*Task objective*. Look through the entries below and count the lines that contain "later". Reply with that number only.

*Data supplied*.
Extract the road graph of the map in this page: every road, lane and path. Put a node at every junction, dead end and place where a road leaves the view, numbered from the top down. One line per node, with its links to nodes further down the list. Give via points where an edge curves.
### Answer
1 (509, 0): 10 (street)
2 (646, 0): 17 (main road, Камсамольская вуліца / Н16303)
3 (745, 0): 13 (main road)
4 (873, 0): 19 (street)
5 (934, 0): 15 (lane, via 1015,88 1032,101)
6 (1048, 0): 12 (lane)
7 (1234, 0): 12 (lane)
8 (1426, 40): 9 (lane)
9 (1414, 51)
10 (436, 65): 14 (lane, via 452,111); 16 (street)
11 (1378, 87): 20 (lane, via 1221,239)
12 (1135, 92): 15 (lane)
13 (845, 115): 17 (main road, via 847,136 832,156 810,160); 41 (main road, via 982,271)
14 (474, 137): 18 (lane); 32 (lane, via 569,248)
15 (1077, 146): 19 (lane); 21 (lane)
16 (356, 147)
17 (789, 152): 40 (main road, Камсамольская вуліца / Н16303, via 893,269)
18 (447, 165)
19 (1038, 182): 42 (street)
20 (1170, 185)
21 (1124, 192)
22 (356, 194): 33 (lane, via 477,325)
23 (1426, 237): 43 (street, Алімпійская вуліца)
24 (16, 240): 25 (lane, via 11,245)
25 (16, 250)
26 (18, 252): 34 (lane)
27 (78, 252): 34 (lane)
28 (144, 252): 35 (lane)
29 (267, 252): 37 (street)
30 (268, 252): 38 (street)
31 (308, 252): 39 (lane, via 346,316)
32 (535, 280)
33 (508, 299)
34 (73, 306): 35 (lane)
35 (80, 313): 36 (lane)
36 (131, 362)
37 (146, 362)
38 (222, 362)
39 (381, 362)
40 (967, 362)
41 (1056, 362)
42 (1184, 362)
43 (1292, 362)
...
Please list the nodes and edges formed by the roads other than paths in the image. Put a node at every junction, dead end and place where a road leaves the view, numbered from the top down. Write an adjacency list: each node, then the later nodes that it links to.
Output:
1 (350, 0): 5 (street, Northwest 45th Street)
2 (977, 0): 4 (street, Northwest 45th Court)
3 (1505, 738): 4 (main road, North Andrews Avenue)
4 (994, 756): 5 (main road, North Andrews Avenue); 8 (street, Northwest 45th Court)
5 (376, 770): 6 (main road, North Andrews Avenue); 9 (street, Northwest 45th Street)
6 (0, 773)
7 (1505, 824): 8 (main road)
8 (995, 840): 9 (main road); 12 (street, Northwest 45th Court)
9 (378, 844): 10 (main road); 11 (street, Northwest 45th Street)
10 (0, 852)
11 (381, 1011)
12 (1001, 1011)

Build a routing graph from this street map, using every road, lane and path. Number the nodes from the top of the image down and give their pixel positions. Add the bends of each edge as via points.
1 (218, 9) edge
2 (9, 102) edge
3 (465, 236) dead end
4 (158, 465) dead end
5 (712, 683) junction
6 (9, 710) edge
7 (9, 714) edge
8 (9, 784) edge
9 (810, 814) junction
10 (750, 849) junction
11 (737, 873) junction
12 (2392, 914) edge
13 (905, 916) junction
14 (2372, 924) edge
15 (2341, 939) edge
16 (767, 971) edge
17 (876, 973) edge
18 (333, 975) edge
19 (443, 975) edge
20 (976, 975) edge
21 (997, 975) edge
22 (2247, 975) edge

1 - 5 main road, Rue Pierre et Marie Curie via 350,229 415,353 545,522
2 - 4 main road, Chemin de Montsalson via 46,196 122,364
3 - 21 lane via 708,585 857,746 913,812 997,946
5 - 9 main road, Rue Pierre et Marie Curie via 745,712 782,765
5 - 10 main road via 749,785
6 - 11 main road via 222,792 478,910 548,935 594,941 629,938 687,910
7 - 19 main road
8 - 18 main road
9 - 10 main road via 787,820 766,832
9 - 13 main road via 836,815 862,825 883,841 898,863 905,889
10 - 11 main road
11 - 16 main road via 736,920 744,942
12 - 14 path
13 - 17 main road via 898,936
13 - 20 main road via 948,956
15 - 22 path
...
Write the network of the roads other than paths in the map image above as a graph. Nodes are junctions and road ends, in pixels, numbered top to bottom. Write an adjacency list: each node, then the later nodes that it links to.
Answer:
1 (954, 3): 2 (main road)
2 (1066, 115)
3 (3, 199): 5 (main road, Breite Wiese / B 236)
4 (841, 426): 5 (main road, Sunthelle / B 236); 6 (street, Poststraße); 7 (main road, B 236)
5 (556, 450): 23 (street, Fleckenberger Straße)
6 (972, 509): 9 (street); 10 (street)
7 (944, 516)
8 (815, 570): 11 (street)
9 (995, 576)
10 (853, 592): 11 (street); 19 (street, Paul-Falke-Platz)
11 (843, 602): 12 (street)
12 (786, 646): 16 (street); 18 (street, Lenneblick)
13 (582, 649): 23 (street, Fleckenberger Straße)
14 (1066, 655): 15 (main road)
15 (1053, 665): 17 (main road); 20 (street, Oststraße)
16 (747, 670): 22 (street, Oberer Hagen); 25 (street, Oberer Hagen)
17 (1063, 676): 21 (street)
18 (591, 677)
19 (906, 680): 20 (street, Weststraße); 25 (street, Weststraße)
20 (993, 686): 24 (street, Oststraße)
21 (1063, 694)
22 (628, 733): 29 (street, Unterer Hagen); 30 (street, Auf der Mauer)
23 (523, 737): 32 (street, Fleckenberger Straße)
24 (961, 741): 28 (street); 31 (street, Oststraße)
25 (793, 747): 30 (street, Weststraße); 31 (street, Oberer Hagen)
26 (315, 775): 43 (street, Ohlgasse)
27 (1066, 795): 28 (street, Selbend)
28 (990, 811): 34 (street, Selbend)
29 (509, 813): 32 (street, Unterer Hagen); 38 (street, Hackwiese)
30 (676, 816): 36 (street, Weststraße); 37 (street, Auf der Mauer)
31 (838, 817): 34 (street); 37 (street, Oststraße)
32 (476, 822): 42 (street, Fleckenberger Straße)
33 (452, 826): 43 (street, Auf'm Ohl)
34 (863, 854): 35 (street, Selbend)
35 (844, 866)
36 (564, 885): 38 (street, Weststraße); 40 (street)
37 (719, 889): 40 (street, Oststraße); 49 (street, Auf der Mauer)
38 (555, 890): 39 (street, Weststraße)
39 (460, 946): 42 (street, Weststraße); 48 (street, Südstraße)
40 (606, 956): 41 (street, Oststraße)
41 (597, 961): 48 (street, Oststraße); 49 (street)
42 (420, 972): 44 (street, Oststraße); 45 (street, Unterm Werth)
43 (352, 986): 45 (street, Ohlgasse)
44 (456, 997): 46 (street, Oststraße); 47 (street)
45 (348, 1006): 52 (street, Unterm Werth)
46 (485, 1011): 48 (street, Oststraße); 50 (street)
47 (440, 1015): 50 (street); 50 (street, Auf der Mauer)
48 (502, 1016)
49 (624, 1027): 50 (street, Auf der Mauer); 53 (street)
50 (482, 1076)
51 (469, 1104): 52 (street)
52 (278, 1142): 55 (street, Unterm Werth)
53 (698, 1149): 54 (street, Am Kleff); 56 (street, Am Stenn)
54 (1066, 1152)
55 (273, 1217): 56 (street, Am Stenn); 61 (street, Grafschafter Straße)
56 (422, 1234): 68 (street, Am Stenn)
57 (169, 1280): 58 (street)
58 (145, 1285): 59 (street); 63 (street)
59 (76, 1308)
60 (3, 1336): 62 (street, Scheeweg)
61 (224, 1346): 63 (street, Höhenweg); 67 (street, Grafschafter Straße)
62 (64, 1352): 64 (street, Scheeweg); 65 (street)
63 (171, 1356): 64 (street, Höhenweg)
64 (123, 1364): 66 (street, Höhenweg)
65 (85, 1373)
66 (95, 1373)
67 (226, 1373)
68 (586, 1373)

*Exercise answer*. 2